Your answer must be an exact copy of the data below, minus any pictures.

_____

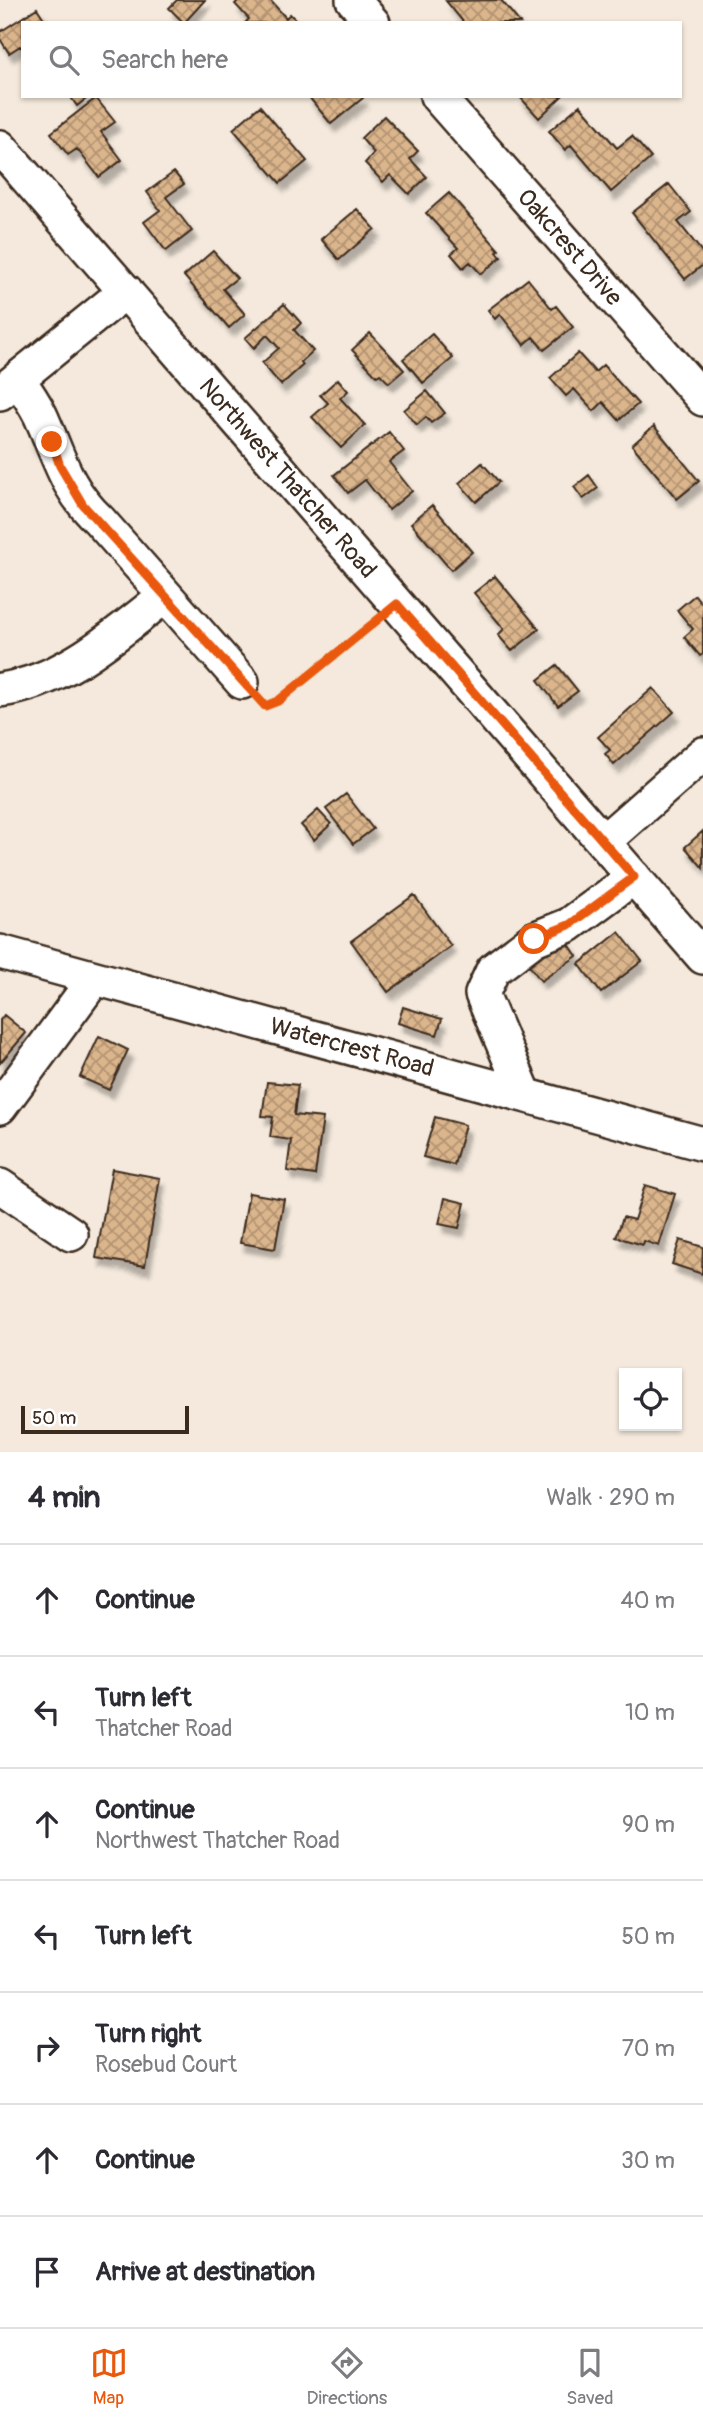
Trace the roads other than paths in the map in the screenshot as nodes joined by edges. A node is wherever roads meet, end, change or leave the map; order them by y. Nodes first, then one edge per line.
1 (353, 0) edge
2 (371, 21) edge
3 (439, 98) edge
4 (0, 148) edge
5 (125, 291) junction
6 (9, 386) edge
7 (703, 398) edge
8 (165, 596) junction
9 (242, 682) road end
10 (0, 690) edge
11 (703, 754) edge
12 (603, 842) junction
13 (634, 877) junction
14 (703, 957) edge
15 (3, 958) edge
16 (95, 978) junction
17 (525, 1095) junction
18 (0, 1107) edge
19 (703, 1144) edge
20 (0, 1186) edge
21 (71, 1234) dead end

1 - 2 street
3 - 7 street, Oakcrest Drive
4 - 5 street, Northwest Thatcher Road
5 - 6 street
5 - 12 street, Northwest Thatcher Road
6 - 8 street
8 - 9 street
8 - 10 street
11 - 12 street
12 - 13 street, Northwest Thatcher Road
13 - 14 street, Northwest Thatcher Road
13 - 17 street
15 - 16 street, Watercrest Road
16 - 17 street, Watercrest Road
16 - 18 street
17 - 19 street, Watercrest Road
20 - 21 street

_____

▸ **YOUR SOLUTION**:
Trace the roads other than paths in the map in the screenshot as nodes joined by edges. A node is wherever roads meet, end, change or leave the map; order them by y. Nodes first, then one edge per line.
1 (353, 0) edge
2 (371, 21) edge
3 (439, 98) edge
4 (0, 148) edge
5 (125, 291) junction
6 (9, 386) edge
7 (703, 398) edge
8 (165, 596) junction
9 (242, 682) road end
10 (0, 690) edge
11 (703, 754) edge
12 (603, 842) junction
13 (634, 877) junction
14 (703, 957) edge
15 (3, 958) edge
16 (95, 978) junction
17 (525, 1095) junction
18 (0, 1107) edge
19 (703, 1144) edge
20 (0, 1186) edge
21 (71, 1234) dead end

1 - 2 street
3 - 7 street, Oakcrest Drive
4 - 5 street, Northwest Thatcher Road
5 - 6 street
5 - 12 street, Northwest Thatcher Road
6 - 8 street
8 - 9 street
8 - 10 street
11 - 12 street
12 - 13 street, Northwest Thatcher Road
13 - 14 street, Northwest Thatcher Road
13 - 17 street
15 - 16 street, Watercrest Road
16 - 17 street, Watercrest Road
16 - 18 street
17 - 19 street, Watercrest Road
20 - 21 street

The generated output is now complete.